» WHAT THE TASK REQUIRES
Going through the entries below, copy out each line that contains "México".

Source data
--------------------------------
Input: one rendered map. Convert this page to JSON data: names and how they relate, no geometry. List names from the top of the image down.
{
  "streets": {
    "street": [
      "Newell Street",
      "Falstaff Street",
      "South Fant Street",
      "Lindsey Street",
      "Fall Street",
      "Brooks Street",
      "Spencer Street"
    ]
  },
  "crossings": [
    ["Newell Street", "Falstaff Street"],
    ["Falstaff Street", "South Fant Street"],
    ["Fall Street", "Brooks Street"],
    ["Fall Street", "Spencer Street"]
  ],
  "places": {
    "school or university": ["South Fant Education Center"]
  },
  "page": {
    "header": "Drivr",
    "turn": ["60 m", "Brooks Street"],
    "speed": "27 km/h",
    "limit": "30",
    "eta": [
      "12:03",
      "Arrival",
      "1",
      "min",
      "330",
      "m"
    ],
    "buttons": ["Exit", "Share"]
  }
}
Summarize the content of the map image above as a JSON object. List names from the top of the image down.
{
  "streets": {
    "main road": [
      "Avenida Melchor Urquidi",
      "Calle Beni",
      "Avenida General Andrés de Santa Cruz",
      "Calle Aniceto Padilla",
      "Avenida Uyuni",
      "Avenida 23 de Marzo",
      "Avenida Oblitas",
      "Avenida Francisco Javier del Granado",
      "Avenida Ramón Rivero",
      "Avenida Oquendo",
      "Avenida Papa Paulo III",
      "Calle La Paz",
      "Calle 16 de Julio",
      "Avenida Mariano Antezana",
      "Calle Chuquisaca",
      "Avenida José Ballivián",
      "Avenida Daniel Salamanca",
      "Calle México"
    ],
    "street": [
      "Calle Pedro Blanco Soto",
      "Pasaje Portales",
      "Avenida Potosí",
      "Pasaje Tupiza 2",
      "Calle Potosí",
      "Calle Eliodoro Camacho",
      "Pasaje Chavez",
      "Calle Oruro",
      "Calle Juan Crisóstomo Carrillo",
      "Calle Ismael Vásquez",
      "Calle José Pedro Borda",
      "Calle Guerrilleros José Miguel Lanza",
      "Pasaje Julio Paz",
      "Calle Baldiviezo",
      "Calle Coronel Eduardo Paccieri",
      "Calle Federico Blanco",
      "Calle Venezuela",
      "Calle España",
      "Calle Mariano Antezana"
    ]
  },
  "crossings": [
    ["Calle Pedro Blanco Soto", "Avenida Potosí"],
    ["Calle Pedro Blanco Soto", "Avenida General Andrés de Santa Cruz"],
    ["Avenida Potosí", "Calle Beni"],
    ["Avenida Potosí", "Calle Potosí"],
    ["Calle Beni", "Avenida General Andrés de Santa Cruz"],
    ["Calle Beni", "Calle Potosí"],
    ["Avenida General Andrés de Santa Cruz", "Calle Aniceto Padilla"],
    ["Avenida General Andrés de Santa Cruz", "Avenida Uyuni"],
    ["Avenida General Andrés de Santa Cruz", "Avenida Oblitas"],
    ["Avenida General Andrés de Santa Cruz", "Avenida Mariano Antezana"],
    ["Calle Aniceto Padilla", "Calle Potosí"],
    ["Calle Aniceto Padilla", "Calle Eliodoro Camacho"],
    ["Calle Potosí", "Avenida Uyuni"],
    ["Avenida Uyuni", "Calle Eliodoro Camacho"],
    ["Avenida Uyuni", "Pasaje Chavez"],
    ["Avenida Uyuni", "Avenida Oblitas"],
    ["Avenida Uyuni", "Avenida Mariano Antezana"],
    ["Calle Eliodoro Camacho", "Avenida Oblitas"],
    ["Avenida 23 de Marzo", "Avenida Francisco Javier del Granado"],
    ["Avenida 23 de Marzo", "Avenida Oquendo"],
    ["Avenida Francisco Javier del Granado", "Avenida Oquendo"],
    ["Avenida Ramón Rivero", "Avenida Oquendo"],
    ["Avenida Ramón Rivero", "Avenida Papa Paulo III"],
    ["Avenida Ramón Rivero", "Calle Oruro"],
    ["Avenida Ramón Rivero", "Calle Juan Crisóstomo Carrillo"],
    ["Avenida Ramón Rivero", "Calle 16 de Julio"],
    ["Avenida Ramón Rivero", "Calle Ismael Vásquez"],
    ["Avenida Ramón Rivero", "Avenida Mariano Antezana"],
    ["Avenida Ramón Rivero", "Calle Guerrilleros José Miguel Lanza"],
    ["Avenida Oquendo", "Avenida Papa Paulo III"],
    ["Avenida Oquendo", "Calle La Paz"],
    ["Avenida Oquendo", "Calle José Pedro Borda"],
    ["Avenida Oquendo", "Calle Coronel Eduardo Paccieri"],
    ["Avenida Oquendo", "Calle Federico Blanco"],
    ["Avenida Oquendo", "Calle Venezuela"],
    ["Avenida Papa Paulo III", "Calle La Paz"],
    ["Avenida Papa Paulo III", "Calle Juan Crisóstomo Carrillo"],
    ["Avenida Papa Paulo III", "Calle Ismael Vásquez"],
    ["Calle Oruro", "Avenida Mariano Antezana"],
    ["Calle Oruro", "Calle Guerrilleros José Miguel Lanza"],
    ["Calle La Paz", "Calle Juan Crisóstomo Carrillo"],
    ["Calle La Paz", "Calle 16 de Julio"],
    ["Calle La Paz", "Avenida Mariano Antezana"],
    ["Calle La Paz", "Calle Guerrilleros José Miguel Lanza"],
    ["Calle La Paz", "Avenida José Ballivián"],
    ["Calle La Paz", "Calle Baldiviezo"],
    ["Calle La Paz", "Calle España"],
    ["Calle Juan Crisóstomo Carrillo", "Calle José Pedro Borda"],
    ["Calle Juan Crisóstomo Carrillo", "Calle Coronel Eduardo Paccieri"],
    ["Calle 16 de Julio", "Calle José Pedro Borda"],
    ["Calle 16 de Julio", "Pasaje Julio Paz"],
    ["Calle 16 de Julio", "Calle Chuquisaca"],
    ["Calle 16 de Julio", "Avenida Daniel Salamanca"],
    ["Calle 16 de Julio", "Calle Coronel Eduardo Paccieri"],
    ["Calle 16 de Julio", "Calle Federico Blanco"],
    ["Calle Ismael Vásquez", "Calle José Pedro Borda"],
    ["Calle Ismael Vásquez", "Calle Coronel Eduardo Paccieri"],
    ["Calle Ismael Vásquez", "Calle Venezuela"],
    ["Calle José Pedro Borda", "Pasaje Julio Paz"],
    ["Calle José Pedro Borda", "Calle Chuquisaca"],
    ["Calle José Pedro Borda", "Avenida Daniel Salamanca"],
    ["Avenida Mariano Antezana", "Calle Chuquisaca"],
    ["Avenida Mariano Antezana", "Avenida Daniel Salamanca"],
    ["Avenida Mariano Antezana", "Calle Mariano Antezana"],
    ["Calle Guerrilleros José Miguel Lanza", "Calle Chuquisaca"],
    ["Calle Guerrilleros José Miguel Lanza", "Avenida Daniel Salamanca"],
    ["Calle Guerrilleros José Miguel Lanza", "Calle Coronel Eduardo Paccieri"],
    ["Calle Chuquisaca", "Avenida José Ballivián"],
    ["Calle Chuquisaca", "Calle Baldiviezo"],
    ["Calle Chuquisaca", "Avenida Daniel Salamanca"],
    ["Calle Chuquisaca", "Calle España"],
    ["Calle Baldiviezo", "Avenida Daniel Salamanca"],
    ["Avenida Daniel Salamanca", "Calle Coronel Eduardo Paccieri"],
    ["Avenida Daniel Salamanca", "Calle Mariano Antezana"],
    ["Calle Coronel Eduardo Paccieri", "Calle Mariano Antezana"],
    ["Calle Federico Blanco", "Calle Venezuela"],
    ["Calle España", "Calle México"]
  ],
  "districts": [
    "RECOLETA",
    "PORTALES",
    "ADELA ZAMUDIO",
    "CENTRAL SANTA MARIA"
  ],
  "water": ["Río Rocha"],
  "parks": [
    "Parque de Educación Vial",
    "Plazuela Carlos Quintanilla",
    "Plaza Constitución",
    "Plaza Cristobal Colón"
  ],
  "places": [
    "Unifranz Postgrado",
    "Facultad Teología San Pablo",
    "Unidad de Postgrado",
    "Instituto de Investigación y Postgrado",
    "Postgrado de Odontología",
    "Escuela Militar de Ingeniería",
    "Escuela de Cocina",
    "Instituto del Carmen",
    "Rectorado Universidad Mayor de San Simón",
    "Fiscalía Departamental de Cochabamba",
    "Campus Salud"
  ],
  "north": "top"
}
--------------------------------
» TASK RESULT
      "Calle México"
    ["Calle España", "Calle México"]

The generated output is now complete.